--- DATA SHOWN ---
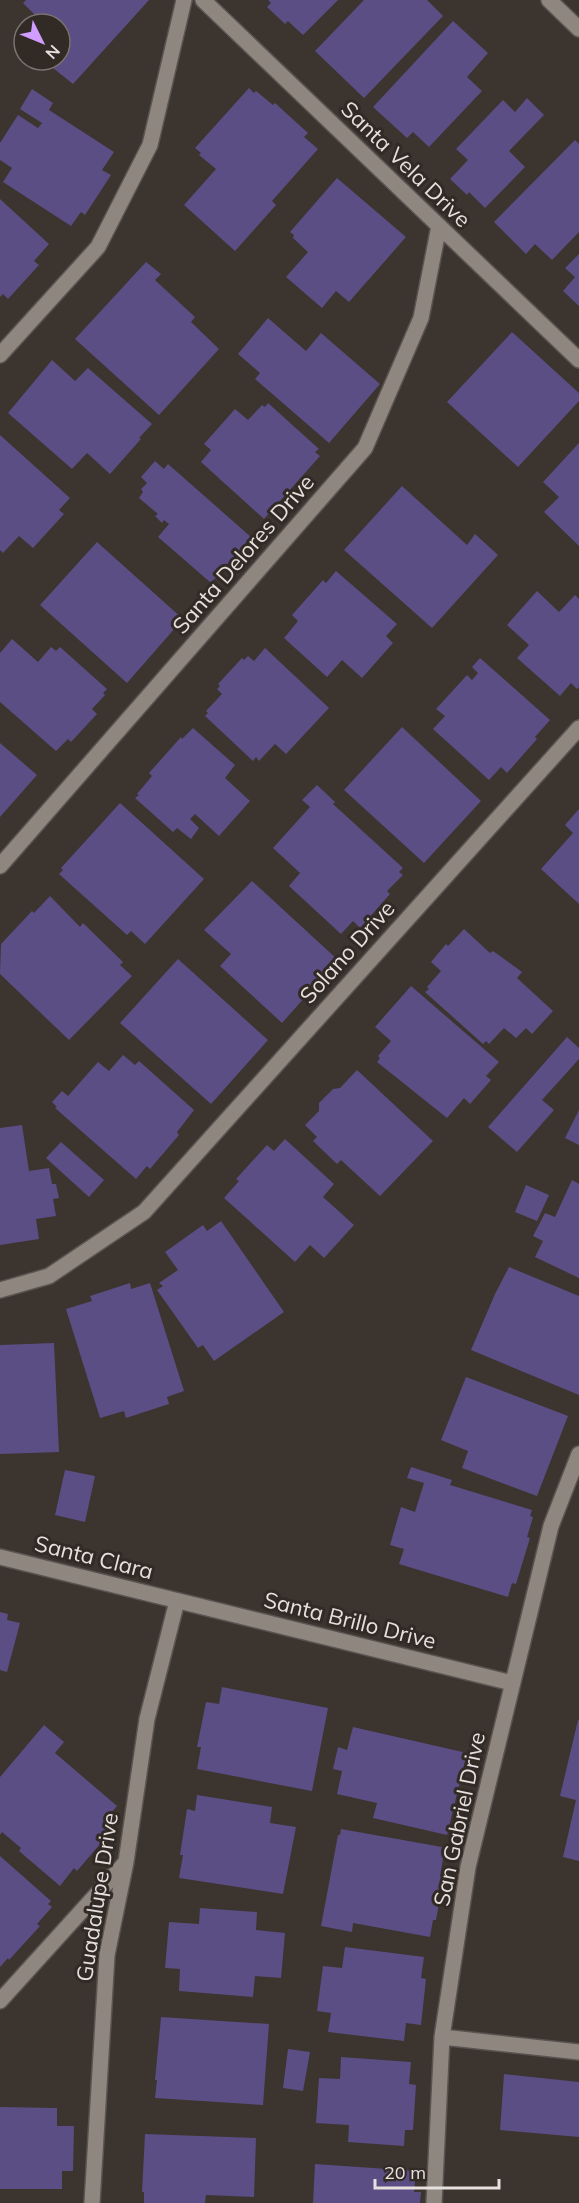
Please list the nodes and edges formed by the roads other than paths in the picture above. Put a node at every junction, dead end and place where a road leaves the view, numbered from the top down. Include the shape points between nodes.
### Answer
1 (184, 0) edge
2 (203, 0) edge
3 (549, 0) edge
4 (579, 29) edge
5 (439, 226) junction
6 (0, 355) edge
7 (579, 360) edge
8 (579, 728) edge
9 (0, 866) edge
10 (0, 1290) edge
11 (579, 1454) edge
12 (0, 1557) edge
13 (177, 1601) junction
14 (512, 1683) junction
15 (126, 1862) junction
16 (0, 2001) edge
17 (442, 2037) junction
18 (579, 2052) edge
19 (92, 2203) edge
20 (434, 2203) edge

1 - 6 street via 150,146 98,248
2 - 5 street, Santa Vela Drive
3 - 4 street
5 - 7 street, Santa Vela Drive
5 - 9 street, Santa Delores Drive via 421,318 365,448
8 - 10 street, Solano Drive via 144,1212 49,1276
11 - 14 street, San Gabriel Drive via 551,1526
12 - 13 street, Santa Clara
13 - 14 street, Santa Brillo Drive
13 - 15 street, Guadalupe Drive via 147,1719
14 - 17 street, San Gabriel Drive via 468,1867
15 - 16 street
15 - 19 street, Guadalupe Drive via 108,1955
17 - 18 street
17 - 20 street, San Gabriel Drive

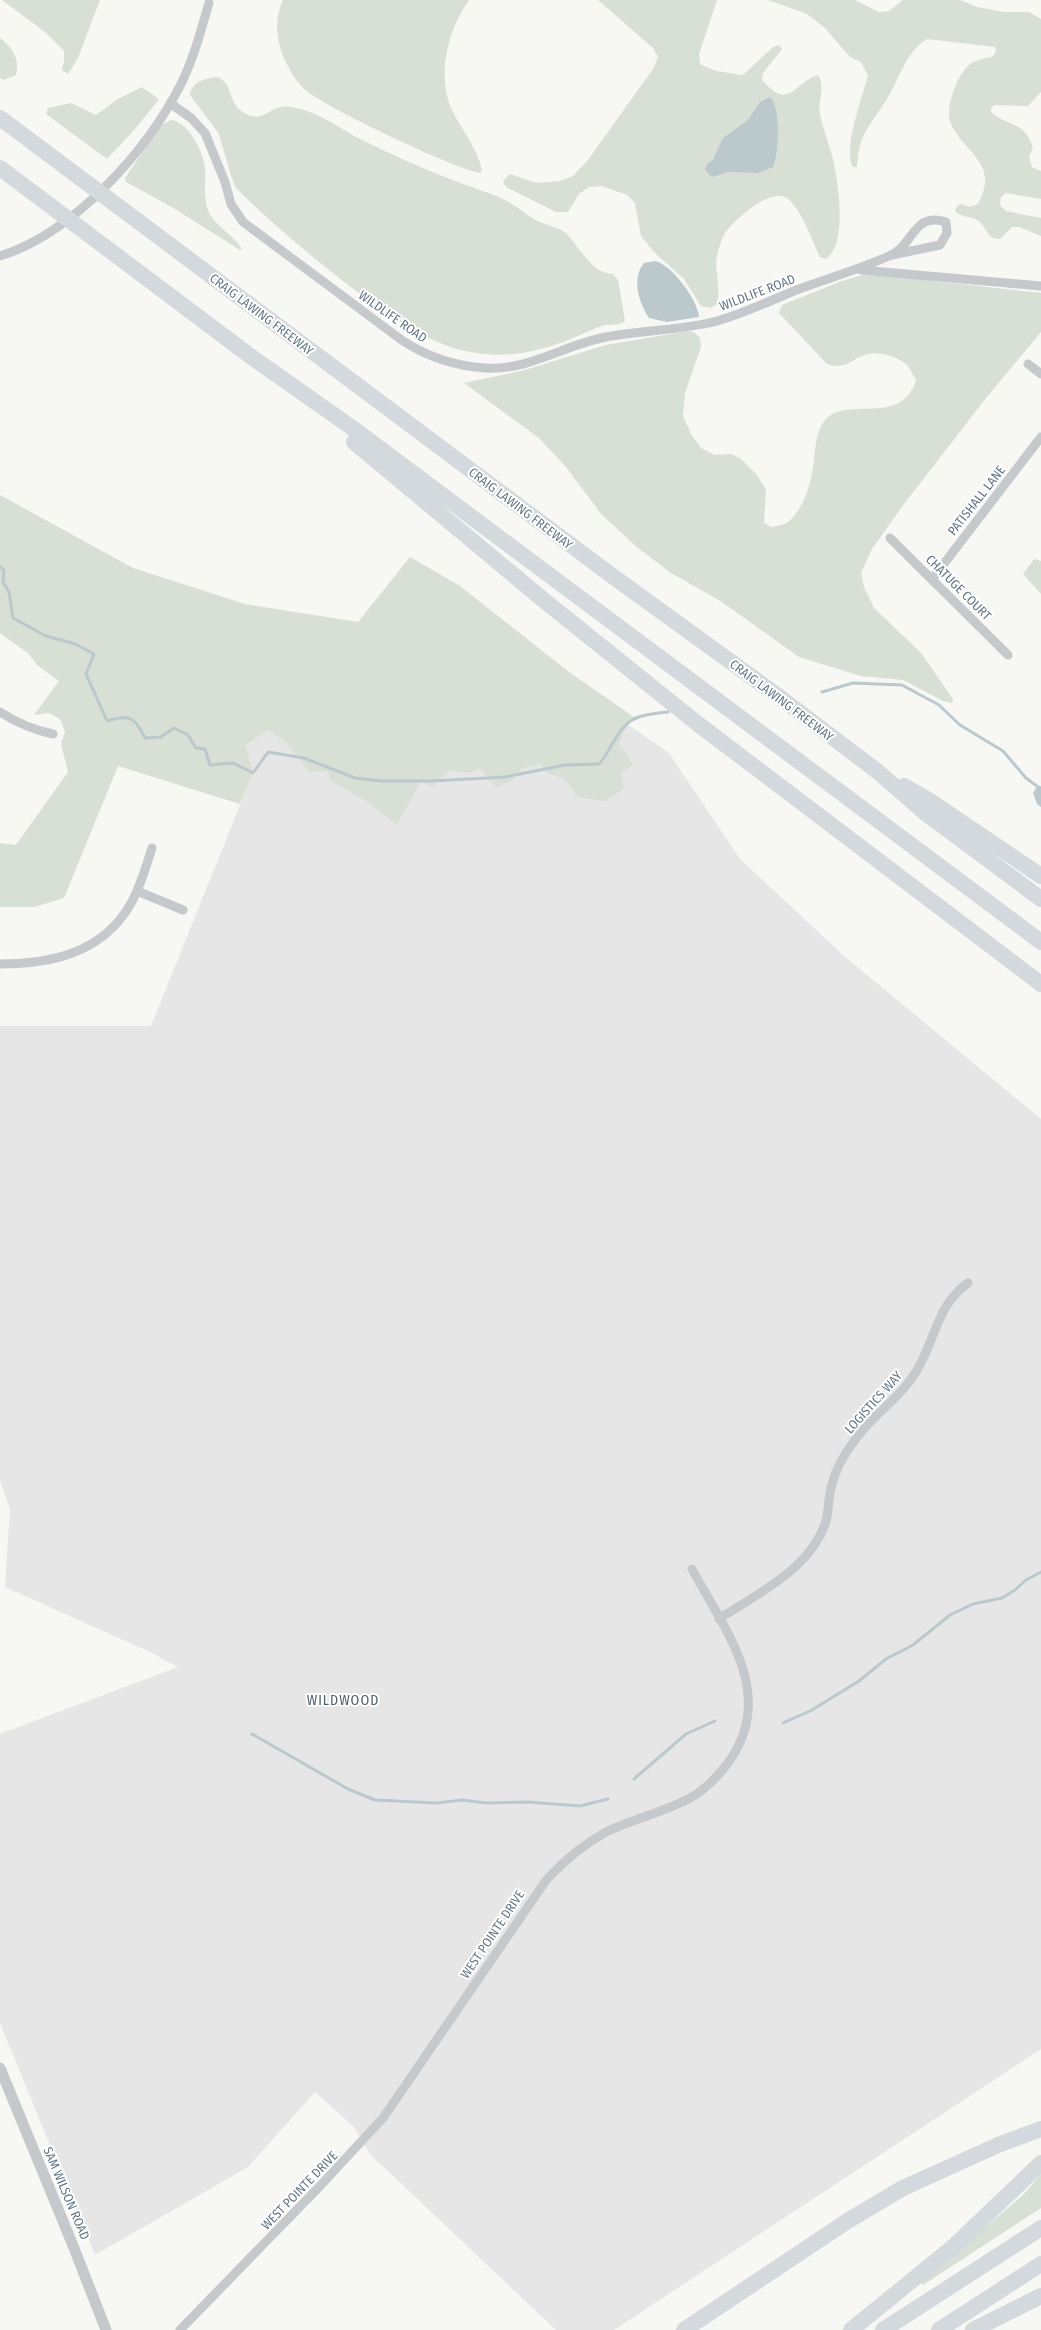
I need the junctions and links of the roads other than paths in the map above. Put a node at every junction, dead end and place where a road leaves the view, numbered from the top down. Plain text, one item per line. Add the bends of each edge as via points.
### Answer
1 (209, 3) dead end
2 (170, 103) junction
3 (0, 118) edge
4 (0, 168) edge
5 (892, 255) junction
6 (0, 256) edge
7 (848, 271) junction
8 (1041, 286) edge
9 (254, 358) junction
10 (1028, 364) dead end
11 (1041, 374) edge
12 (1041, 437) edge
13 (890, 538) dead end
14 (932, 578) junction
15 (1008, 655) dead end
16 (0, 712) edge
17 (53, 734) dead end
18 (877, 771) junction
19 (152, 848) dead end
20 (1041, 876) edge
21 (137, 891) junction
22 (1041, 899) edge
23 (183, 910) dead end
24 (1041, 942) edge
25 (0, 964) edge
26 (1041, 984) edge
27 (968, 1283) dead end
28 (692, 1568) dead end
29 (719, 1619) junction
30 (0, 2068) edge
31 (1041, 2129) edge
32 (1041, 2163) edge
33 (1041, 2228) edge
34 (1041, 2264) edge
35 (1041, 2296) edge
36 (106, 2330) edge
37 (180, 2330) edge
38 (684, 2330) edge
39 (851, 2330) edge
40 (883, 2330) edge
41 (939, 2330) edge
42 (973, 2330) edge

1 - 2 street via 189,65
2 - 6 street via 126,167 72,215 27,244
2 - 7 street, WILDLIFE ROAD via 191,118 205,133 231,204 243,222 403,341 423,353 452,363 504,368 532,363 562,350 602,338 716,321 754,309
3 - 18 highway, CRAIG LAWING FREEWAY via 610,575
4 - 9 highway
5 - 5 street via 925,220 946,222 947,233 940,245
5 - 7 street
7 - 8 street via 869,269
9 - 24 highway via 351,427
9 - 26 highway via 633,673 868,855
10 - 11 street
12 - 14 street, PATISHALL LANE
13 - 14 street, CHATUGE COURT
14 - 15 street, CHATUGE COURT
16 - 17 street via 34,730
18 - 20 highway via 930,801
18 - 22 highway, CRAIG LAWING FREEWAY via 924,812
19 - 21 street
21 - 23 street
21 - 25 street via 122,918 97,942 51,961 23,965
27 - 29 street, LOGISTICS WAY via 955,1293 948,1303 918,1369 904,1389 864,1428 840,1462 834,1476 826,1520 811,1549 793,1570
28 - 29 street, WEST POINTE DRIVE
29 - 37 street, WEST POINTE DRIVE via 743,1663 750,1690 747,1723 737,1750 718,1776 689,1799 598,1837 573,1854 546,1879 383,2118
30 - 36 street, SAM WILSON ROAD
31 - 38 highway via 998,2145 903,2188 849,2220
32 - 39 highway via 948,2251
33 - 40 highway
34 - 41 highway
35 - 42 highway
---
Read the entries and pick out all lines that include the word "from".

■ ANSWER SECTION ■
Please list the nodes and edges formed by the roads other than paths in the picture above. Put a node at every junction, dead end and place where a road leaves the view, numbered from the top down. Include the shape points between nodes.
I need the junctions and links of the roads other than paths in the map above. Put a node at every junction, dead end and place where a road leaves the view, numbered from the top down. Plain text, one item per line. Add the bends of each edge as via points.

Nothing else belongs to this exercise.